== REQUIRED ACTION ==
Nothing but the lines below from the first through the one with "0 #8e8678) drop-shadow(-2px" should appear, printed exactly; please leave pictures out.

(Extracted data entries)
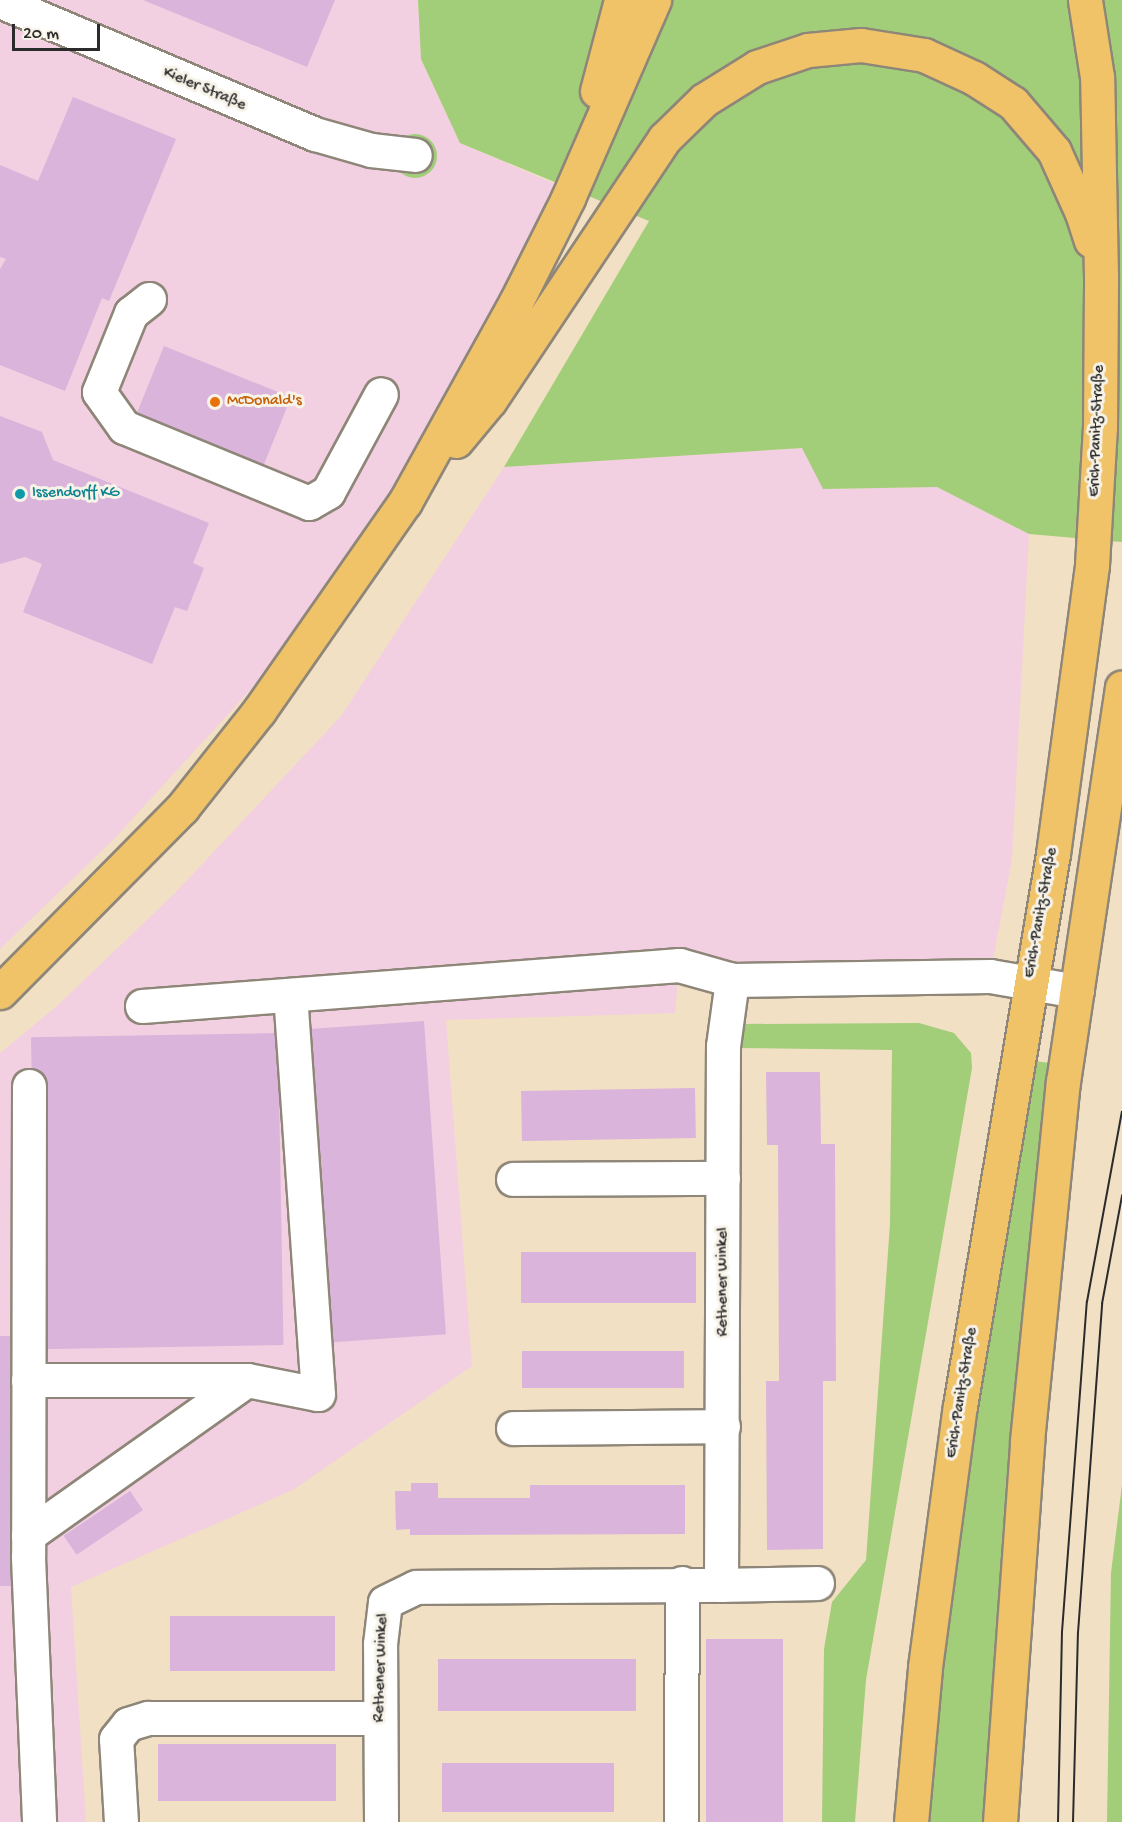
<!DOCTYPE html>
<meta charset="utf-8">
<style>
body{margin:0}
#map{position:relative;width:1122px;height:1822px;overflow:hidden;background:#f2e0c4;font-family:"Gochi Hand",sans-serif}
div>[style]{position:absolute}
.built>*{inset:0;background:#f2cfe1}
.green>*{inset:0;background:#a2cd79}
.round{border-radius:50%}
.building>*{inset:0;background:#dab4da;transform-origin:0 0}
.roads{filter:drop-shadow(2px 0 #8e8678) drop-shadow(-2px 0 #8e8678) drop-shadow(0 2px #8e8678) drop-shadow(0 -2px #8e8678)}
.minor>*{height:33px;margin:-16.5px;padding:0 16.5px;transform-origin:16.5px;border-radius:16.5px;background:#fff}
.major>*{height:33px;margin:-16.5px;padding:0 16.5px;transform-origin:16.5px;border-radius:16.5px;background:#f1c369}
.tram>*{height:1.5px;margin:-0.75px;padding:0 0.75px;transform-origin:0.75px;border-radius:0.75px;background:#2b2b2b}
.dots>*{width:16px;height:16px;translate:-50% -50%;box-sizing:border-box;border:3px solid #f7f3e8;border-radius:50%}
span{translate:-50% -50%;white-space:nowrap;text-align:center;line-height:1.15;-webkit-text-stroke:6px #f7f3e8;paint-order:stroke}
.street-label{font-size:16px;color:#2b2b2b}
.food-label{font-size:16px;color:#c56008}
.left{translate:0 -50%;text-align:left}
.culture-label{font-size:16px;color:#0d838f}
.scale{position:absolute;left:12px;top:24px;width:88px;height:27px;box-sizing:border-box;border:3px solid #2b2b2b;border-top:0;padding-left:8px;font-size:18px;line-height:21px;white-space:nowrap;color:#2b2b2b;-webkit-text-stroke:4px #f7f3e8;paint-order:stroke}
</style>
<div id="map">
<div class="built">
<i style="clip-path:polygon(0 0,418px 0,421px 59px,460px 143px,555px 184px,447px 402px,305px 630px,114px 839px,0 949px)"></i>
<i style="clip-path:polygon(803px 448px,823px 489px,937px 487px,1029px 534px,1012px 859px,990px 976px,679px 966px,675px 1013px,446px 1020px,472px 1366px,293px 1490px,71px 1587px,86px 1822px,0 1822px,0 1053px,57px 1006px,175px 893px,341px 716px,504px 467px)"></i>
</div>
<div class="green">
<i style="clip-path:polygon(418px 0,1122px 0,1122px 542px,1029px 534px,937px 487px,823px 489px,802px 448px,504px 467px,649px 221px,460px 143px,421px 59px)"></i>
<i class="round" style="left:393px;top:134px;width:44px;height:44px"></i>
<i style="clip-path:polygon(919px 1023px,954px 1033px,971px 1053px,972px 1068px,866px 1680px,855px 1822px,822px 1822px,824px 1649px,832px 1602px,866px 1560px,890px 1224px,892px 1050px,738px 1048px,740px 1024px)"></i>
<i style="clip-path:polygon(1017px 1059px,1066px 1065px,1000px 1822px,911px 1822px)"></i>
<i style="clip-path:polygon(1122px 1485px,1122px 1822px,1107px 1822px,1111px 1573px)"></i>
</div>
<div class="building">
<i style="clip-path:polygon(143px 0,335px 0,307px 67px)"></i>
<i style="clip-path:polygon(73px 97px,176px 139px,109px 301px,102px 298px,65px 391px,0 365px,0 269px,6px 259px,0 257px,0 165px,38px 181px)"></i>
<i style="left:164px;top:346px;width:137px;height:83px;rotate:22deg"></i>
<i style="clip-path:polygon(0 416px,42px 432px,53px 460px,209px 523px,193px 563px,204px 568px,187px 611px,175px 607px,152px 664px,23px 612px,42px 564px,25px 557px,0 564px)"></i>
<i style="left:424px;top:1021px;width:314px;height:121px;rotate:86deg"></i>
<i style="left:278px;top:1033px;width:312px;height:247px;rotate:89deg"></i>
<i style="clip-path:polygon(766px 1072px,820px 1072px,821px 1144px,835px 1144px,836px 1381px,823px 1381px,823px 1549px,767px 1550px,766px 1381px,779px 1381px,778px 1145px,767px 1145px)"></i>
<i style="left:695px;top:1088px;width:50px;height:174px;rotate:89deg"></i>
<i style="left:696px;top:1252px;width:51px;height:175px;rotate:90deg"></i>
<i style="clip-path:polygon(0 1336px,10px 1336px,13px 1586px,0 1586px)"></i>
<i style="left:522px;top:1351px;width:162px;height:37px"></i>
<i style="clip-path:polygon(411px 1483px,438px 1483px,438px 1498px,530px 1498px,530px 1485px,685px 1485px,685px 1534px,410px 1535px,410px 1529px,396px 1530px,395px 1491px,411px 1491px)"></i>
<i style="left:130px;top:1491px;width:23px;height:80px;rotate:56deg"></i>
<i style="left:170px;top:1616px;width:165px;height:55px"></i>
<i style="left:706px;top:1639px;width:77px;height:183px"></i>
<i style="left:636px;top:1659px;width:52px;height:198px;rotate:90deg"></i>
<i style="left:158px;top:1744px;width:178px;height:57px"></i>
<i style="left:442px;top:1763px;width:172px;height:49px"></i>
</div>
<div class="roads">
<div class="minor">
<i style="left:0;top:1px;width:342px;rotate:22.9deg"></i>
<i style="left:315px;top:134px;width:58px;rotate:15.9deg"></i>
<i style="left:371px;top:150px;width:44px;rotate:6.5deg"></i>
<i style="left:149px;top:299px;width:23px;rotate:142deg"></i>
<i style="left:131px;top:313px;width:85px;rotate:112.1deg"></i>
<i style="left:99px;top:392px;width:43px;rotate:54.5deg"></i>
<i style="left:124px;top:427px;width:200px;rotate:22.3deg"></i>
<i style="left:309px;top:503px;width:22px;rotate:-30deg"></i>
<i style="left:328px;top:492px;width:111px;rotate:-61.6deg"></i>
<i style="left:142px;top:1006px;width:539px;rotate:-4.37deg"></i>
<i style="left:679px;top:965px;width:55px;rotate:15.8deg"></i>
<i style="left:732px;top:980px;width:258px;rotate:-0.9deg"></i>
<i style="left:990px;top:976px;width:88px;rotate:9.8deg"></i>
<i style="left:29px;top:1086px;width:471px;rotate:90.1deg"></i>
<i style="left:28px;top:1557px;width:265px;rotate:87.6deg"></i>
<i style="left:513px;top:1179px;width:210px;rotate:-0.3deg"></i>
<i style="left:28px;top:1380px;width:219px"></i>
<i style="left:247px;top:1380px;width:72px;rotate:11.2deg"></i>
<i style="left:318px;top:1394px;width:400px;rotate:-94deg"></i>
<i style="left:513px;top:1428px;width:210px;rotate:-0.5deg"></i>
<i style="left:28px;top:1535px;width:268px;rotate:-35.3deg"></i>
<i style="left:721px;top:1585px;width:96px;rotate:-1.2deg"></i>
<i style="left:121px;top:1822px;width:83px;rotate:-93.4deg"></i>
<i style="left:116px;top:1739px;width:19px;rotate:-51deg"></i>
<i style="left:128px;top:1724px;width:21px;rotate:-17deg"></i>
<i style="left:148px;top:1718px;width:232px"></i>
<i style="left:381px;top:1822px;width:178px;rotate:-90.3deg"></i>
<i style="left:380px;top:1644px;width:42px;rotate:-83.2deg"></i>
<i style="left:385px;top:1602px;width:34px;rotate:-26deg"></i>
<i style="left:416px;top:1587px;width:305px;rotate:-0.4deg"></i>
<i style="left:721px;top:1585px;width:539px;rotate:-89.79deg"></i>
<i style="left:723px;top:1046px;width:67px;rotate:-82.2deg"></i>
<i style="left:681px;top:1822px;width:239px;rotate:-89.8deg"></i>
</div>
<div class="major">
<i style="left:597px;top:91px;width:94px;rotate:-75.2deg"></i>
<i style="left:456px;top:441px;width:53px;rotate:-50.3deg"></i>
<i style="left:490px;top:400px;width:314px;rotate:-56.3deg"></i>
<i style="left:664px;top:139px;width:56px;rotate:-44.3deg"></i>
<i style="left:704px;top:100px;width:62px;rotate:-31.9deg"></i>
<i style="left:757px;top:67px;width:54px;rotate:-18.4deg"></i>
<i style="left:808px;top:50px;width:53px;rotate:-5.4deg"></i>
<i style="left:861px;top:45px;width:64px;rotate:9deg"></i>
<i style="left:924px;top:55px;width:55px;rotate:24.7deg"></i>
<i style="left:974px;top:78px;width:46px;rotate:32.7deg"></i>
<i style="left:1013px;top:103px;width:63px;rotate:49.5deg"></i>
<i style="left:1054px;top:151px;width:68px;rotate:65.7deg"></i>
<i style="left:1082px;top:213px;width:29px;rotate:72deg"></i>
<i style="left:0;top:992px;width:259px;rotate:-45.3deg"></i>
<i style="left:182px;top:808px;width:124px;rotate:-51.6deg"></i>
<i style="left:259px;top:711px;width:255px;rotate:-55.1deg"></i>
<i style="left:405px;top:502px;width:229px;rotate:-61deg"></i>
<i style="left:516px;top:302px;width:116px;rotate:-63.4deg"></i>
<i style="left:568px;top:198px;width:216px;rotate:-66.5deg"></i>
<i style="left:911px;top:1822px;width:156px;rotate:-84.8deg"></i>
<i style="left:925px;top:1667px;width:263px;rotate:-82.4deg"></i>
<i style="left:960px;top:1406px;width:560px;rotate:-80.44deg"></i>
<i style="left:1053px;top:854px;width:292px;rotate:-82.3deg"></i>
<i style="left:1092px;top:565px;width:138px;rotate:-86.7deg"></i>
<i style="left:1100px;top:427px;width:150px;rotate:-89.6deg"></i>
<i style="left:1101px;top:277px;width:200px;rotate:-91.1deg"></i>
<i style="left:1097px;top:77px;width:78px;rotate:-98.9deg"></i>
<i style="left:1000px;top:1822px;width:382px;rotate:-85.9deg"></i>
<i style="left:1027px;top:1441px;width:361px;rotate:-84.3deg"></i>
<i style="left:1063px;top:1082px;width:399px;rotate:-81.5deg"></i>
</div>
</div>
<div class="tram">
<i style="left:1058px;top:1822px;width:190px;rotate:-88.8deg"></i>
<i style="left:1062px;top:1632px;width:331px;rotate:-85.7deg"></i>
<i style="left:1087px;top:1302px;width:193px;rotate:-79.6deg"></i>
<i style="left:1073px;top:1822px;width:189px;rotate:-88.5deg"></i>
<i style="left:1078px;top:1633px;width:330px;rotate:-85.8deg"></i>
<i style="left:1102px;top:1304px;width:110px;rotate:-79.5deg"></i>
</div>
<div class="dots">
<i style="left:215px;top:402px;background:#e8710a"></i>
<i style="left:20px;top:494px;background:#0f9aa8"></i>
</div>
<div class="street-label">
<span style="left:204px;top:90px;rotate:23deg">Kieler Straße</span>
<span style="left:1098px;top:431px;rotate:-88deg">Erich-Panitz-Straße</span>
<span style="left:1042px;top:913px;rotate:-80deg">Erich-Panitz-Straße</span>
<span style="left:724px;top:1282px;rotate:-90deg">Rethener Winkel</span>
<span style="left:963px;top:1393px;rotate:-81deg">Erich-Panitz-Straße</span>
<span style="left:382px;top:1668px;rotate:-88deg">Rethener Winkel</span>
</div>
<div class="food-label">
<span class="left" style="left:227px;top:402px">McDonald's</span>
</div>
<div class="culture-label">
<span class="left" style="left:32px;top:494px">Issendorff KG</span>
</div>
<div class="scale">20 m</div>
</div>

== SOLUTION TO THIS PROBLEM ==
<!DOCTYPE html>
<meta charset="utf-8">
<style>
body{margin:0}
#map{position:relative;width:1122px;height:1822px;overflow:hidden;background:#f2e0c4;font-family:"Gochi Hand",sans-serif}
div>[style]{position:absolute}
.built>*{inset:0;background:#f2cfe1}
.green>*{inset:0;background:#a2cd79}
.round{border-radius:50%}
.building>*{inset:0;background:#dab4da;transform-origin:0 0}
.roads{filter:drop-shadow(2px 0 #8e8678) drop-shadow(-2px 0 #8e8678) drop-shadow(0 2px #8e8678) drop-shadow(0 -2px #8e8678)}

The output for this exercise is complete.